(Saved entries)
=== Section Start ===

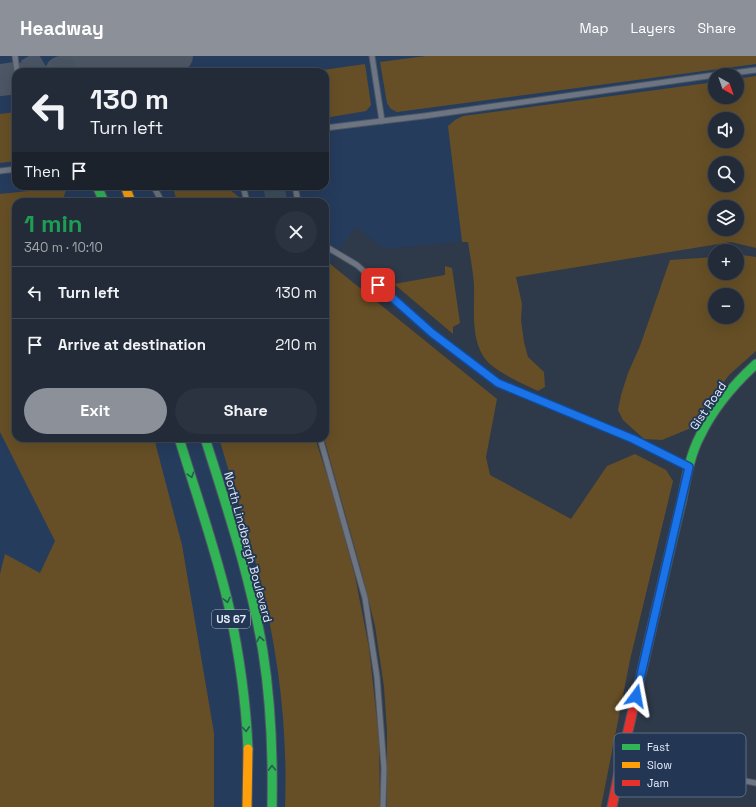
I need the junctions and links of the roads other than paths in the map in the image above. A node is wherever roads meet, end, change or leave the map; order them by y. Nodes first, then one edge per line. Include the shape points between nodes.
1 (16, 56) edge
2 (372, 56) edge
3 (17, 68) edge
4 (756, 70) edge
5 (744, 72) edge
6 (708, 77) edge
7 (382, 121) junction
8 (329, 128) edge
9 (12, 170) edge
10 (0, 171) edge
11 (329, 248) edge
12 (756, 364) edge
13 (180, 442) edge
14 (206, 442) edge
15 (321, 442) edge
16 (689, 467) junction
17 (628, 733) edge
18 (746, 781) edge
19 (756, 783) edge
20 (614, 797) edge
21 (248, 807) edge
22 (272, 807) edge
23 (383, 807) edge
24 (612, 807) edge

1 - 3 lane
2 - 7 lane
4 - 5 lane
6 - 7 lane
7 - 8 lane
9 - 10 lane
11 - 16 lane via 357,265 432,333 498,383 633,439
12 - 16 main road, Gist Road via 722,401 702,433
13 -> 21 main road, US 67 via 233,627 245,714
22 -> 14 main road, North Lindbergh Boulevard / US 67 via 272,736 262,652 244,568
15 - 23 lane via 365,598 377,678 384,768
16 - 17 main road, Gist Road
18 - 19 lane
20 - 24 main road, Gist Road

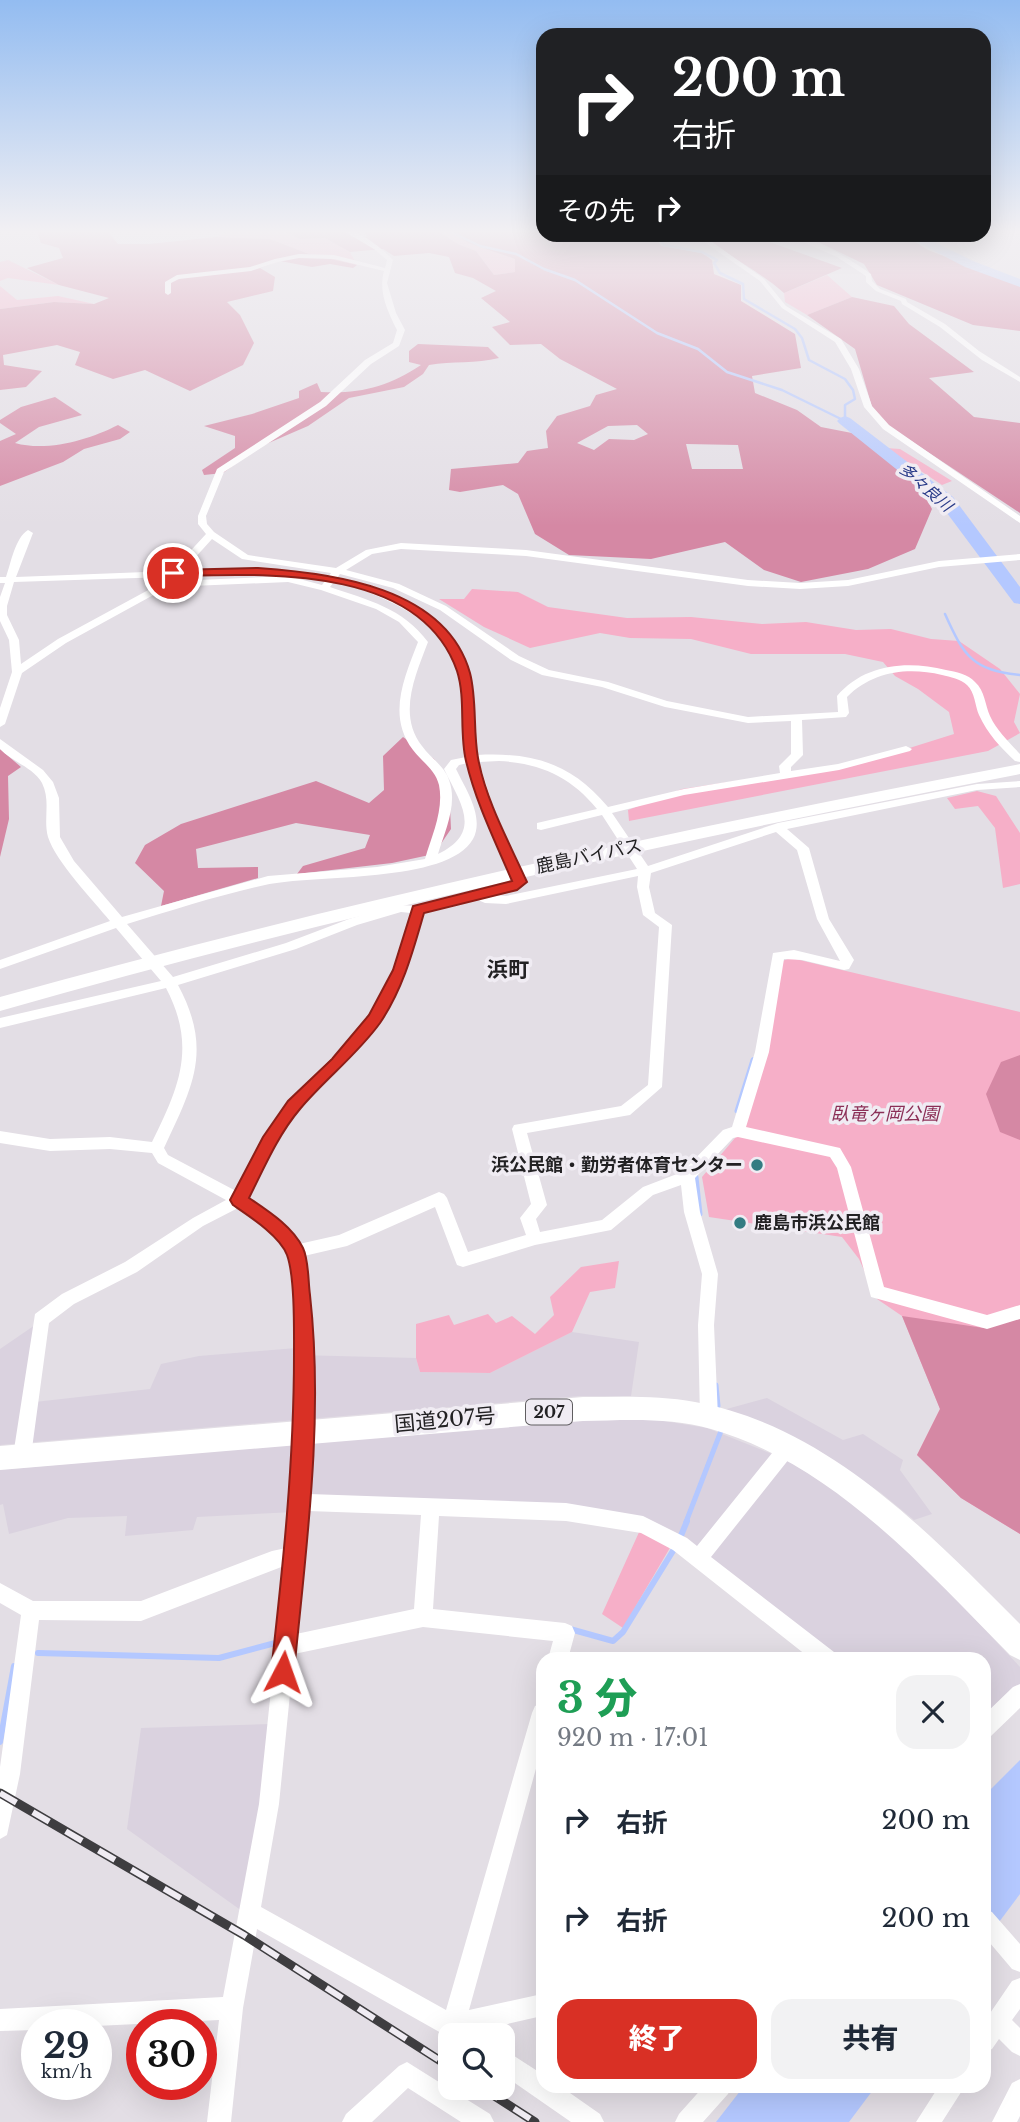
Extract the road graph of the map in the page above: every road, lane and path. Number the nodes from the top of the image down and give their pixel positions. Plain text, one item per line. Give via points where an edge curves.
1 (400, 328) edge
2 (817, 328) edge
3 (946, 328) edge
4 (1020, 380) edge
5 (1020, 520) edge
6 (28, 533) dead end
7 (211, 534) junction
8 (1020, 557) edge
9 (332, 579) junction
10 (0, 580) edge
11 (12, 580) junction
12 (168, 582) junction
13 (18, 672) junction
14 (796, 717) junction
15 (0, 724) edge
16 (0, 742) edge
17 (906, 749) dead end
18 (472, 759) junction
19 (1020, 762) edge
20 (786, 777) junction
21 (1020, 784) edge
22 (608, 815) junction
23 (541, 826) dead end
24 (778, 827) junction
25 (430, 861) junction
26 (514, 865) junction
27 (643, 868) junction
28 (481, 895) junction
29 (418, 910) junction
30 (123, 926) junction
31 (0, 965) edge
32 (167, 980) junction
33 (0, 990) edge
34 (0, 1004) edge
35 (0, 1023) edge
36 (738, 1131) junction
37 (0, 1137) edge
38 (156, 1148) junction
39 (687, 1176) junction
40 (239, 1200) junction
41 (535, 1239) junction
42 (296, 1251) junction
43 (1020, 1312) edge
44 (709, 1417) junction
45 (304, 1432) junction
46 (788, 1447) junction
47 (11, 1457) edge
48 (300, 1502) junction
49 (431, 1507) junction
50 (294, 1555) junction
51 (699, 1558) junction
52 (0, 1592) edge
53 (32, 1610) junction
54 (424, 1612) junction
55 (285, 1640) junction
56 (1020, 1645) edge
57 (560, 1652) edge
58 (818, 1652) edge
59 (1020, 1694) edge
60 (991, 1722) edge
61 (536, 1736) edge
62 (0, 1828) edge
63 (248, 1912) junction
64 (991, 1928) edge
65 (1020, 1961) edge
66 (1020, 1989) edge
67 (536, 2007) edge
68 (232, 2008) junction
69 (0, 2020) edge
70 (997, 2021) junction
71 (447, 2023) edge
72 (462, 2023) edge
73 (483, 2023) edge
74 (991, 2030) edge
75 (1020, 2044) edge
76 (515, 2069) edge
77 (536, 2083) edge
78 (1020, 2091) edge
79 (550, 2093) edge
80 (714, 2093) edge
81 (948, 2093) edge
82 (219, 2122) edge
83 (354, 2122) edge
84 (482, 2122) edge
85 (592, 2122) edge
86 (687, 2122) edge
87 (928, 2122) edge
88 (1004, 2122) edge

1 - 7 street via 396,344 368,362 323,404 220,471 202,516
2 - 5 street via 838,341 855,369 868,407 886,427
3 - 4 street via 986,361
6 - 11 street
7 - 9 street via 246,557
7 - 12 street
8 - 9 street via 800,586 526,553 418,545 369,552
9 - 11 street via 226,571
9 - 12 street
9 - 14 street via 396,586 443,608 546,673 748,720
9 - 18 street via 389,596 422,615 450,643 464,673
9 - 25 street via 411,625 423,642 404,693 403,710 415,746 444,782 445,810
10 - 11 street
11 - 13 street via 2,615 15,640
12 - 13 street via 62,641
13 - 15 street
14 - 19 street via 842,715 842,696 851,685 887,670 935,669 972,684 987,721
14 - 20 street via 797,755 785,766
16 - 30 street via 47,782 53,799 54,837 69,863
17 - 20 street
18 - 22 street via 513,758 548,765 577,779
18 - 25 street via 455,762 450,769 469,816 468,838 459,849
18 - 26 street
19 - 26 highway, 鹿島バイパス
20 - 22 street via 684,792
21 - 24 street via 977,787
22 - 23 street
22 - 27 street
24 - 27 street
24 - 36 street via 803,848 823,919 847,960 844,966 786,953 778,956 762,1052
25 - 30 street via 269,880
26 - 28 street via 517,885
26 - 33 highway, 鹿島バイパス via 240,923
26 - 34 highway, 鹿島バイパス
27 - 28 street via 506,901
27 - 41 street via 649,915 667,925 655,1087 625,1111 519,1129 539,1205 528,1218
28 - 29 street
29 - 32 street via 401,908 292,946
29 - 40 street via 400,970 375,1019 293,1105
30 - 31 street via 47,945
30 - 32 street
32 - 35 street
32 - 38 street via 183,1003 191,1034 191,1068
36 - 39 street via 728,1134
36 - 43 street via 835,1152 844,1167 877,1292 987,1322
37 - 38 street via 50,1145 110,1143
38 - 40 street via 163,1159
39 - 41 street via 648,1191 606,1226
39 - 44 street via 710,1274 706,1325
40 - 42 street via 271,1223
40 - 47 street via 131,1267 68,1298 41,1319
41 - 42 street via 463,1260 439,1198 341,1241
42 - 45 street via 303,1319
44 - 45 highway, 国道207号 / 207 via 650,1408 583,1409
44 - 46 highway, 国道207号 / 207
45 - 47 highway, 国道207号 / 207
45 - 48 street
46 - 51 street
46 - 56 highway, 国道207号 / 207 via 866,1498
48 - 49 street
48 - 50 street
49 - 51 street via 612,1518 643,1525
49 - 54 street
50 - 53 street via 141,1611
50 - 55 street
51 - 58 street
52 - 53 street
53 - 62 street
54 - 55 street
54 - 57 street via 565,1633
55 - 63 street via 269,1804
59 - 60 street
61 - 72 street
63 - 68 street
63 - 71 street
64 - 65 street
66 - 70 street
67 - 73 street
68 - 69 street
68 - 82 street
70 - 74 street
70 - 75 street
76 - 77 street
78 - 88 street
79 - 85 street
80 - 86 street
81 - 87 street
83 - 84 street via 407,2074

=== Section End ===

# Problem description
Return only the lines of the records in which the string "Gist" appears.

# Answer to the exercise
12 - 16 main road, Gist Road via 722,401 702,433
16 - 17 main road, Gist Road
20 - 24 main road, Gist Road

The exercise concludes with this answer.